The side of a square is 15 cm. Calculate the length of its diagonal. (1dp)
d^2 = 2s^2
Shape geometry: Square
For a square, all four sides are the same length.
If you draw a diagonal line from the lower left corner to the upper right corner, you'll have 2 right triangles.
The diagonal line is called the hypothenuse of a right triangle.
The formula to calculate the length of diagonal (Hypothenuse) is called the Pythagorean Theorem:
a^2 + b^2= c^2
a= height of triangle
b= base of triangle
c= diagonal/hypotenuse of of triangle
Solution:
a=15cm
b=15cm
Find c:
15^2+15^2 = c^2
c=sqrt(15^2+15^2)
More information:
https://www.mathsisfun.com/pythagoras.html
To calculate the length of the diagonal of a square, we can use the Pythagorean theorem. The Pythagorean theorem states that in a right triangle, the square of the length of the hypotenuse (the side opposite the right angle) is equal to the sum of the squares of the other two sides.
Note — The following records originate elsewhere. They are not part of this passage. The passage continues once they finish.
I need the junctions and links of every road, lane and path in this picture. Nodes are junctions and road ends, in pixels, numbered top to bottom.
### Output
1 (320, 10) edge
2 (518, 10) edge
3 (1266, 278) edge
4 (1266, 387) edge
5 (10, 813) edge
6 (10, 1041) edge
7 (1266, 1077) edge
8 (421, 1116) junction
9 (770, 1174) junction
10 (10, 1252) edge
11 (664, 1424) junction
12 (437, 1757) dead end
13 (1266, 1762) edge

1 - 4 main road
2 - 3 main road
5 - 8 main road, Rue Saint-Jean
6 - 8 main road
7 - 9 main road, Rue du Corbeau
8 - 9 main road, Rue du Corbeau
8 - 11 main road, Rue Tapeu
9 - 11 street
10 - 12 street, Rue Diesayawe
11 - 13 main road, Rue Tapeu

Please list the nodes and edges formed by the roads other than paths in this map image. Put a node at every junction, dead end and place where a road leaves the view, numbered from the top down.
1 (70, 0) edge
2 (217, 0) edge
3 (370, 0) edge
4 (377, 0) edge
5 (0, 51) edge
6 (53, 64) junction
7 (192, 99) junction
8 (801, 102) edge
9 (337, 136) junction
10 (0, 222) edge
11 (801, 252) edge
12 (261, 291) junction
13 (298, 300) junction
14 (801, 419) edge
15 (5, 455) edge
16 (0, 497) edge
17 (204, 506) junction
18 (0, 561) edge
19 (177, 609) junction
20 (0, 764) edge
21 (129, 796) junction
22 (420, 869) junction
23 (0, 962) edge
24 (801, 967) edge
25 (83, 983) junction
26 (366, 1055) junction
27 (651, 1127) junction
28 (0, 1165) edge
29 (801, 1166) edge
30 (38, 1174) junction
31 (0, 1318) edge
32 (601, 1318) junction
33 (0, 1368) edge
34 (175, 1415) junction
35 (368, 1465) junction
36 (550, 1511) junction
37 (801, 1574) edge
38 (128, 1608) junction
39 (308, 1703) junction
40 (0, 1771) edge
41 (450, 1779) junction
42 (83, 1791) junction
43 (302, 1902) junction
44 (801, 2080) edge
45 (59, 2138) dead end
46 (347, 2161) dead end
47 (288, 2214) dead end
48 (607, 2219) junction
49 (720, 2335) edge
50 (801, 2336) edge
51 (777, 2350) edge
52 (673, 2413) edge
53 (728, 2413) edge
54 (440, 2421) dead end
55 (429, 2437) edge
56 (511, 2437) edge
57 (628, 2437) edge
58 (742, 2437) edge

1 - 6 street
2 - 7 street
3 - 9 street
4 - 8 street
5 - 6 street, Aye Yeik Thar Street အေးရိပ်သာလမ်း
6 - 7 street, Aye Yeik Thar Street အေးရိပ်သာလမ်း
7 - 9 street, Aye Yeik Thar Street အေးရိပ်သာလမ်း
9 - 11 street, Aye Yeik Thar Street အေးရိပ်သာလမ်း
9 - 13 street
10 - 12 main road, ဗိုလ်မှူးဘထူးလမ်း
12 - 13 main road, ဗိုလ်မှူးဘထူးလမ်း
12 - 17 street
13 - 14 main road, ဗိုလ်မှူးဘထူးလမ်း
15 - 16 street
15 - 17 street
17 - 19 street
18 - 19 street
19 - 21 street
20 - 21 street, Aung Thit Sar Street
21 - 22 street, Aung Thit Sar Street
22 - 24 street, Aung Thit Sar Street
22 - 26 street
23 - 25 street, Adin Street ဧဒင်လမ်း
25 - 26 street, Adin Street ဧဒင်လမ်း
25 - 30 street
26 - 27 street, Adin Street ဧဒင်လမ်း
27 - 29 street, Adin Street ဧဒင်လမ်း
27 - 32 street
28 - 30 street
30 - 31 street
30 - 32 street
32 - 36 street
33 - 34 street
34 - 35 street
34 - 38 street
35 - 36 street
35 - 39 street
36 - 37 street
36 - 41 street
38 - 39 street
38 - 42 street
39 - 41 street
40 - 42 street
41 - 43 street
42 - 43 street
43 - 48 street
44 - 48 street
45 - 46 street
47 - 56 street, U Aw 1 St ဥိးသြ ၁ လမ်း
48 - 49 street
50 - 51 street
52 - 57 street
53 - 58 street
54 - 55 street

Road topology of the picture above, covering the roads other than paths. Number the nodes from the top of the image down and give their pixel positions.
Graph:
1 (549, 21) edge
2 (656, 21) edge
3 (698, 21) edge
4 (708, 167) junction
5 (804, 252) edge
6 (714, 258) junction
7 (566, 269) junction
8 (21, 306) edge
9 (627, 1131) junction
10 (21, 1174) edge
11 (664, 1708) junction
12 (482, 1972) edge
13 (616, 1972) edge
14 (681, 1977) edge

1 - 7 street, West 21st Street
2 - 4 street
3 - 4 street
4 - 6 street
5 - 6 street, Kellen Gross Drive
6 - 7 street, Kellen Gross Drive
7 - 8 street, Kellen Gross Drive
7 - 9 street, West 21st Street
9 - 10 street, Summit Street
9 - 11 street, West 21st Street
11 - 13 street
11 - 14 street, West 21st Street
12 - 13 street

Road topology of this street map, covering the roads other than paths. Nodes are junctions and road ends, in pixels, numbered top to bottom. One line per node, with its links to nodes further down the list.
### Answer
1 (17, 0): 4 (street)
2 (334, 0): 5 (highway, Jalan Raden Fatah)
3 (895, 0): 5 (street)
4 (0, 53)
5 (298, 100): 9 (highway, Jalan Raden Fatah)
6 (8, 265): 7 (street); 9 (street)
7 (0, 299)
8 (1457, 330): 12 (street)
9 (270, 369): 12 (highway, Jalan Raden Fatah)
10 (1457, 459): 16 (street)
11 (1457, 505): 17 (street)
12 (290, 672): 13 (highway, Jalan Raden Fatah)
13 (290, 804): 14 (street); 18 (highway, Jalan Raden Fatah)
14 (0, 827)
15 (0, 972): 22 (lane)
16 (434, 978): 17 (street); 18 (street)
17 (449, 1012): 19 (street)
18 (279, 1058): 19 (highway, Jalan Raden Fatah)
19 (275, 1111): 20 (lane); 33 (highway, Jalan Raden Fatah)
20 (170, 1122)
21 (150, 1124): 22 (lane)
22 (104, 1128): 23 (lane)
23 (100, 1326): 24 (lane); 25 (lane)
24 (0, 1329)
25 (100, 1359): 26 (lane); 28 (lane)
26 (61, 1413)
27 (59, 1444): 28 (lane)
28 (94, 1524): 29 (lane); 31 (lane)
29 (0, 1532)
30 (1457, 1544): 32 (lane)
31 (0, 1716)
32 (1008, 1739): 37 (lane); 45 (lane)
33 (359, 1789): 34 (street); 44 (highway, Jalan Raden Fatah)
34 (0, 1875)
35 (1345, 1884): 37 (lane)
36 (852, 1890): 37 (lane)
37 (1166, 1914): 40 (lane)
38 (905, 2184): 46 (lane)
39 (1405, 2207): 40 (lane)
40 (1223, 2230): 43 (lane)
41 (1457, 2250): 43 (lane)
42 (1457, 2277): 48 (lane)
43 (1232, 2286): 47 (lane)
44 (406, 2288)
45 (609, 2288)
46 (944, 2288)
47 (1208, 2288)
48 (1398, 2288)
In a square, the diagonal is the hypotenuse of two right triangles formed by dividing the square into two equal right triangles. These right triangles have sides that are half the length of the square's sides.
Let's calculate the length of the diagonal using the Pythagorean theorem.
1. Determine the length of one side of the square. In this case, it is given as 15 cm.
2. Divide the length of the side by 2 to get the length of one side of the right triangle formed inside the square. In this case, 15 cm / 2 = 7.5 cm.
3. Use the Pythagorean theorem to find the length of the diagonal. The formula is:
diagonal² = (one side of the right triangle)² + (one side of the right triangle)²
diagonal² = 7.5 cm² + 7.5 cm²
diagonal² = 2 * (7.5 cm)²
diagonal² = 2 * 56.25 cm²
diagonal² = 112.5 cm²
4. Take the square root of both sides to find the length of the diagonal.
diagonal = √(112.5 cm²)
diagonal ≈ 10.61 cm (rounded to 1 decimal place)
So, the length of the diagonal of the square with a side length of 15 cm is approximately 10.61 cm.